Michael grimaced. “Not well. I thought something of Ireland would be left. I was away less than a century.”
A swing around by two suns with a planet apiece where humans can live. I should be grateful for the few such we’ve found. Without them, would any starships besides
Envoy
be running yet? It is the colonies and their need, their need less for material goods than for human contact, novelty, more word than a laser beam can bring—and, rarely, a passenger or two—it is they and what trade they carry on among each other that keeps us going.
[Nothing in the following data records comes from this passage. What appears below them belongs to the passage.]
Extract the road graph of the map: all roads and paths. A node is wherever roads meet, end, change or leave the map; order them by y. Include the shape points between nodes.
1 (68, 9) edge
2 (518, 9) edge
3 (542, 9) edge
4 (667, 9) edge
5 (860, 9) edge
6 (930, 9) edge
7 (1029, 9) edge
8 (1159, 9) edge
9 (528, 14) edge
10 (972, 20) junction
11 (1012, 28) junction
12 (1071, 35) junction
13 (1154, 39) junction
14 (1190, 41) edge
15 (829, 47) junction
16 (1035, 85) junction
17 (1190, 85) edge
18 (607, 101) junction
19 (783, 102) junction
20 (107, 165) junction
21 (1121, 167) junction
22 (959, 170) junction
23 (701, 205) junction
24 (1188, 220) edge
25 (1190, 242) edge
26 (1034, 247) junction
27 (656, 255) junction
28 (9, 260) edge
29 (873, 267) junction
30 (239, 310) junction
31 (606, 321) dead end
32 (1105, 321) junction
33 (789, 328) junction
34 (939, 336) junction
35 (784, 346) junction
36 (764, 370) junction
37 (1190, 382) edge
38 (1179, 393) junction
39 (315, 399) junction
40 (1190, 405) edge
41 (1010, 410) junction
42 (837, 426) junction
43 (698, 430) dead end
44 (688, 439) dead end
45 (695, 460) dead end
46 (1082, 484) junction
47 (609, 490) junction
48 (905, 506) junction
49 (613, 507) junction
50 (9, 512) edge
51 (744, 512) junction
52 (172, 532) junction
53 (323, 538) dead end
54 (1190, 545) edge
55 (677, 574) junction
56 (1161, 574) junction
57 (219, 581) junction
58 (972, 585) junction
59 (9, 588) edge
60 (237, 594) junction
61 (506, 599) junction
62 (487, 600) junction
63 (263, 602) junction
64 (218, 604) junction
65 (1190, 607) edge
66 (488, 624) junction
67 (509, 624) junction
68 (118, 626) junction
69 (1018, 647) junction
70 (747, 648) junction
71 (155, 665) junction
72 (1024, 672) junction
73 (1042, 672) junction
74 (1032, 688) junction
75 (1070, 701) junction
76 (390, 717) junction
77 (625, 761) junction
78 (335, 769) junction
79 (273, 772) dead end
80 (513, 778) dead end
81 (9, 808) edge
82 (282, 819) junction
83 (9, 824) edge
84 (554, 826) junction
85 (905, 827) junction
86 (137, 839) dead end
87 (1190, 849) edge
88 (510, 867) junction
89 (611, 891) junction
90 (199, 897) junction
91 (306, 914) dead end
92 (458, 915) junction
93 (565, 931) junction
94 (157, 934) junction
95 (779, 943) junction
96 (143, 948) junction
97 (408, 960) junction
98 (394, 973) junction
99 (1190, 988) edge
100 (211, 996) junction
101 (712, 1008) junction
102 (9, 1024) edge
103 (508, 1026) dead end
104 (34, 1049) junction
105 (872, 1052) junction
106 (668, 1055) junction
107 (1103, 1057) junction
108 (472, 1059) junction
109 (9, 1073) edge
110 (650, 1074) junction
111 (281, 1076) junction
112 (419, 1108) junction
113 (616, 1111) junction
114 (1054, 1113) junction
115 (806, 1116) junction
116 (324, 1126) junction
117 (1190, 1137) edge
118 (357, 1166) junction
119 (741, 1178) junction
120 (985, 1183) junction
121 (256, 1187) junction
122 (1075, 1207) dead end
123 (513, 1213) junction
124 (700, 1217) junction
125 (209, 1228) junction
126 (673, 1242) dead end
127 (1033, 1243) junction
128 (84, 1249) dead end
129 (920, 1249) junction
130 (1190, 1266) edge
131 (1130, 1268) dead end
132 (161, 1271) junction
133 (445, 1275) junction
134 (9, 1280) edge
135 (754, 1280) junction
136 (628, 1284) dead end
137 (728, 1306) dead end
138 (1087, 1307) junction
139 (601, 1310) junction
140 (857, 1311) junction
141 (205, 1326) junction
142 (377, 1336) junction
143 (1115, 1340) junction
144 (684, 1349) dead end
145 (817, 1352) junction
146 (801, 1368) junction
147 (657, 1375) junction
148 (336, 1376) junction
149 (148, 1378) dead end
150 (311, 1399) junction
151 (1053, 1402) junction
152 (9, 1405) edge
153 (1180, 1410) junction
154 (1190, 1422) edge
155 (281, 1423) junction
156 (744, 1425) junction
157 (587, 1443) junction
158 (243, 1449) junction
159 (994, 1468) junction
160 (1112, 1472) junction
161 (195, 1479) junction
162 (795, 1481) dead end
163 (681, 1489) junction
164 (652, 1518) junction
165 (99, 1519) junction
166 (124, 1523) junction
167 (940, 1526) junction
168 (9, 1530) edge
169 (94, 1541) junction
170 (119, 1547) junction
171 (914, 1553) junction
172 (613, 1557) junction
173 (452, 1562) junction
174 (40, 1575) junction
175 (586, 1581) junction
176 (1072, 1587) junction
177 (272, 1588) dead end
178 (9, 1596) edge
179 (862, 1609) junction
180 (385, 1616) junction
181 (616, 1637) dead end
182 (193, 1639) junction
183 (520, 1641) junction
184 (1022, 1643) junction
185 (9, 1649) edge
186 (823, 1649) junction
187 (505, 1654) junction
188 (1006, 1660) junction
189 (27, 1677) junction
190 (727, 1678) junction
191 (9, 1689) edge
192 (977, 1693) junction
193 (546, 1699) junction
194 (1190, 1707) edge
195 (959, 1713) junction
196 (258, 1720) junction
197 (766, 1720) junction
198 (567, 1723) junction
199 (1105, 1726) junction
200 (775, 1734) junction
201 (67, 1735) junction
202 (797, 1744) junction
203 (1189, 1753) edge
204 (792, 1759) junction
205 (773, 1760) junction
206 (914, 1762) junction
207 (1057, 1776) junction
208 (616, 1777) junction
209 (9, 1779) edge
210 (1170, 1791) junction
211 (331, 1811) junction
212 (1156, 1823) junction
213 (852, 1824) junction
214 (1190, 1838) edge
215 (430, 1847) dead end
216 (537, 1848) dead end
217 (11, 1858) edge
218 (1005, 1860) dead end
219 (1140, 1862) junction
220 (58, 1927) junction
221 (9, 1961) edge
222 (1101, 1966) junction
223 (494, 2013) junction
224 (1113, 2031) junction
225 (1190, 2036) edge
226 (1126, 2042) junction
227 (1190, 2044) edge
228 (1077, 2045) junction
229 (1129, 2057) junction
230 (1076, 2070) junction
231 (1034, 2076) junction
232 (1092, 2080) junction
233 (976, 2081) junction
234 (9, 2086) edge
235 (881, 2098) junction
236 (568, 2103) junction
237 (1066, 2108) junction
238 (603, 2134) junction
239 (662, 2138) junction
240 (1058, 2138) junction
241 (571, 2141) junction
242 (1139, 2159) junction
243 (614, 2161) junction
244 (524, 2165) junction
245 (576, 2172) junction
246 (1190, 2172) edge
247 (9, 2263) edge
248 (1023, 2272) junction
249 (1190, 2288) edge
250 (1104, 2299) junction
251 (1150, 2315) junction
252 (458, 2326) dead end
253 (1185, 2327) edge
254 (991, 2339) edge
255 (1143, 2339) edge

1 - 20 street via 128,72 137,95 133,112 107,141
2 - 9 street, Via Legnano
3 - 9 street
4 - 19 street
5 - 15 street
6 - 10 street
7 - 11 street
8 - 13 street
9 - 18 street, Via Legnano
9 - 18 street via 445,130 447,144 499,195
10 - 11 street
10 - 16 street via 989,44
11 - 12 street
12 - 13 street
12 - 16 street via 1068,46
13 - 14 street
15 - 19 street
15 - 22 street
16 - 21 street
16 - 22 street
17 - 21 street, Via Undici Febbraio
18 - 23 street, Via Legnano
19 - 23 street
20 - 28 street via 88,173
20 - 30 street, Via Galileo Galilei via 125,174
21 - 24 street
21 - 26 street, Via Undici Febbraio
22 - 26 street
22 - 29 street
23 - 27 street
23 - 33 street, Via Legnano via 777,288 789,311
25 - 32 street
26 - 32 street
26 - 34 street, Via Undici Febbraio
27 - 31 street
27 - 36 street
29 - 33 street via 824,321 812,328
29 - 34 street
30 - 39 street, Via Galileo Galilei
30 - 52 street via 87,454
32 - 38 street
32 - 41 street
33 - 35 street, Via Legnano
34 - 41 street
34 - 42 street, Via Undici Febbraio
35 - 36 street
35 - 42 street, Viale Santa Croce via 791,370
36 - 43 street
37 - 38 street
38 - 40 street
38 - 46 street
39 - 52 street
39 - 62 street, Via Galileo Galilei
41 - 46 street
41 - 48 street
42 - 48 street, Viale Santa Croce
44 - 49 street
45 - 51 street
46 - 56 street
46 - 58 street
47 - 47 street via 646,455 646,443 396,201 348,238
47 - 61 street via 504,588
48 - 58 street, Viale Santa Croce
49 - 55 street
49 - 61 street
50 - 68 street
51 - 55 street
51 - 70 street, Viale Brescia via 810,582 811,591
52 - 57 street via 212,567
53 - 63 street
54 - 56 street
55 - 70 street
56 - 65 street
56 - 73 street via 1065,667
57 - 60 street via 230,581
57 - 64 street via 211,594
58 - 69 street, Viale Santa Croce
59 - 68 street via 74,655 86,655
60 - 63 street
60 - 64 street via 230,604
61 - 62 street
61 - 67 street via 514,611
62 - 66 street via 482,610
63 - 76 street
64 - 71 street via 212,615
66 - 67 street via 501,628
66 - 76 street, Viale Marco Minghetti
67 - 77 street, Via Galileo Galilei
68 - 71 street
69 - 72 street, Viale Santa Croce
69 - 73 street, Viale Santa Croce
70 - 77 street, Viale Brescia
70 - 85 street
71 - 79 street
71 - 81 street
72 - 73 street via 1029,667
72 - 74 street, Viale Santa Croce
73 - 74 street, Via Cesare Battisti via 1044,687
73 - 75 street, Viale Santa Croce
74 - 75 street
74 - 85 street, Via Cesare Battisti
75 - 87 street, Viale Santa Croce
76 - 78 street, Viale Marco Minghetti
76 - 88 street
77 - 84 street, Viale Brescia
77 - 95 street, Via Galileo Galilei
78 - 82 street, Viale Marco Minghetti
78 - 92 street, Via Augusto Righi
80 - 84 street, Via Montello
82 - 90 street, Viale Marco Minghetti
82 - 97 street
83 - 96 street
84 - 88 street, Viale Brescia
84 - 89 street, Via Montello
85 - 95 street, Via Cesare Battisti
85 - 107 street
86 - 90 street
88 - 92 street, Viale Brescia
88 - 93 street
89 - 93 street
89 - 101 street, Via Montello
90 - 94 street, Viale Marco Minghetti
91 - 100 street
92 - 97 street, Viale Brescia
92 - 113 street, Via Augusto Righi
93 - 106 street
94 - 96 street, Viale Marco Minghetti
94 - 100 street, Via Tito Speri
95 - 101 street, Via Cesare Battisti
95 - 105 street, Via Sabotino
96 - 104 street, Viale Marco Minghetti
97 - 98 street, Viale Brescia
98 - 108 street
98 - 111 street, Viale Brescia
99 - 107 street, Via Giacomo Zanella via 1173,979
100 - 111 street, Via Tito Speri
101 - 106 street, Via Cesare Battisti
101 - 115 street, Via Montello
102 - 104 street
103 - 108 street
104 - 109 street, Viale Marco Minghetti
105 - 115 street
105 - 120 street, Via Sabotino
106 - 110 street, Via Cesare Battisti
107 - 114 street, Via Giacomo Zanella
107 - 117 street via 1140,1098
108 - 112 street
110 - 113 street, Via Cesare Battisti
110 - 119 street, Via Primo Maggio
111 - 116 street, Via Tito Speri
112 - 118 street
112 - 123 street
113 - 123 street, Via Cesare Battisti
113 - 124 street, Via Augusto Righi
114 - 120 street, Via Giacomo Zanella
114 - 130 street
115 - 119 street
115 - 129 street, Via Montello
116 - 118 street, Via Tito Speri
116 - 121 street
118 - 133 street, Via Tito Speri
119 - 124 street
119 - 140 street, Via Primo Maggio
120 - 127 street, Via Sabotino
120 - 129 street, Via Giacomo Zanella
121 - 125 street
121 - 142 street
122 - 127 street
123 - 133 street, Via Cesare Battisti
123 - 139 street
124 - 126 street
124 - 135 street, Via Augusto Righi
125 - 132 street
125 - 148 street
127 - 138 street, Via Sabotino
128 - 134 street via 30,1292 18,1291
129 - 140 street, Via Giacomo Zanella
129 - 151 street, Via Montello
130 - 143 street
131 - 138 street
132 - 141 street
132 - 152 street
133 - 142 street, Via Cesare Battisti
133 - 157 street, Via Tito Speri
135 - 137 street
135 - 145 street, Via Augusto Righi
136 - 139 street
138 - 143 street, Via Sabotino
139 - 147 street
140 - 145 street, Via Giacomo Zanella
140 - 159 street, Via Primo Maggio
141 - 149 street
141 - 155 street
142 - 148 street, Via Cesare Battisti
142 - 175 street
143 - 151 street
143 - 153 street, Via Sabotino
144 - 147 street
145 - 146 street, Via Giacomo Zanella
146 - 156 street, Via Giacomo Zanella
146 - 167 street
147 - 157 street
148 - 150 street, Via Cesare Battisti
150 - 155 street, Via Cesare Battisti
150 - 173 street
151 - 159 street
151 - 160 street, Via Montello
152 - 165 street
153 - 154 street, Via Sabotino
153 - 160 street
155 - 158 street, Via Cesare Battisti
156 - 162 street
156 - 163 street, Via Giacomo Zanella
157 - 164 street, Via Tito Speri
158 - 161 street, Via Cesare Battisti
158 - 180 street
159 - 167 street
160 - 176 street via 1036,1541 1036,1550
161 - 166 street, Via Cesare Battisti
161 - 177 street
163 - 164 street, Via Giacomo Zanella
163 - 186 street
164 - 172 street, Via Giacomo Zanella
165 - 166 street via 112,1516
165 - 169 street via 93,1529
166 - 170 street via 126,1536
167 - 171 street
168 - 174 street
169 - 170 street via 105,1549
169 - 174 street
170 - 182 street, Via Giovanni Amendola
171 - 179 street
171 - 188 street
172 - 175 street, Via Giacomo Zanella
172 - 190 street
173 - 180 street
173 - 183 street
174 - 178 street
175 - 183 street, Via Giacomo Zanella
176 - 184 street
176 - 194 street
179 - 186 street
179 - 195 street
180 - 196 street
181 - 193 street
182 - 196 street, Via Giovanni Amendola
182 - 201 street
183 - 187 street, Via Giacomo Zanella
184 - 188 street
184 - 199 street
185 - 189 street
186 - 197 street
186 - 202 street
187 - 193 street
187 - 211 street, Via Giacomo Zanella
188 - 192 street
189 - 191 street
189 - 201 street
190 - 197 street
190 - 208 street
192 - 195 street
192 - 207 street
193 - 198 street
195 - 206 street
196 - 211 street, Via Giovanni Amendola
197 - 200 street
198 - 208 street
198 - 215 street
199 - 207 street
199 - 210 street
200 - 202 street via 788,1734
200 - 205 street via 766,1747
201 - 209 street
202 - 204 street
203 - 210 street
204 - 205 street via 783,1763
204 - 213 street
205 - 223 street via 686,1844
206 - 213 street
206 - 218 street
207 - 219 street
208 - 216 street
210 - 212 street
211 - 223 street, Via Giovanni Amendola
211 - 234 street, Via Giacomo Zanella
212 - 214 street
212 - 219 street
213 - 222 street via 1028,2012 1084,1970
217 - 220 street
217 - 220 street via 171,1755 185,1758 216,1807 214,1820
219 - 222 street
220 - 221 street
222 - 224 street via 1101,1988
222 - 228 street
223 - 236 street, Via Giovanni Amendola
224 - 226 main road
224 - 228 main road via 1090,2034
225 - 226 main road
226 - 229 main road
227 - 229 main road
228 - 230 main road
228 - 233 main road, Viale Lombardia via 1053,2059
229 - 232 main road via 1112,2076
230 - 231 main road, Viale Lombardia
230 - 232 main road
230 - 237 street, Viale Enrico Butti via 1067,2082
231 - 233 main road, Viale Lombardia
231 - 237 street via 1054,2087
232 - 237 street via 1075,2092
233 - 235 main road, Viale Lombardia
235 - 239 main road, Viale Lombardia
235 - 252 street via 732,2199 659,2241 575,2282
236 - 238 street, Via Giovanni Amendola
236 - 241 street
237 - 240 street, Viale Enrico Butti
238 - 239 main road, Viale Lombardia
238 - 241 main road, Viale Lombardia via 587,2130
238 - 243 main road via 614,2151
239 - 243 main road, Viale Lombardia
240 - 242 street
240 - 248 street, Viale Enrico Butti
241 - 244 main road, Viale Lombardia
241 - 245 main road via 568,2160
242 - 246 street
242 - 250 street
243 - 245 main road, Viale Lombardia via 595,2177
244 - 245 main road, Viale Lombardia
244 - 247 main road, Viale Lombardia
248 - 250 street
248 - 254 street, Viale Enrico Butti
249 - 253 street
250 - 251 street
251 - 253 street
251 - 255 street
Oh, yes, we make our occasional exploratory ventures, and sometimes one of them reaps a great profit, but most do not. I think the only reason for them, or for any starfaring, is that some people still wonder about what there may be beyond their skies.
May they keep on wondering. The voyages, the discoveries, the adventures!
But meanwhile, at the heart of it all, is Earth growing old?
“I have no more wish to settle there,” Michael said.
“Well, it’s been a hard century,” Ramil conceded.
“So I gather.”
The servant brought the drinks, whiskey and soda for Michael, wine of Maian skyberries for Ramil, together with kelp crackers and garlic nuggets. Ramil gazed into the air. “In many ways I envy you,” he said. “I wish I could have gone back to where you’ve been. But Juana would never have been happy aboard a ship. And now it’s too late for me.”
“She was worth giving up space for, though, wasn’t she?” Michael replied softly.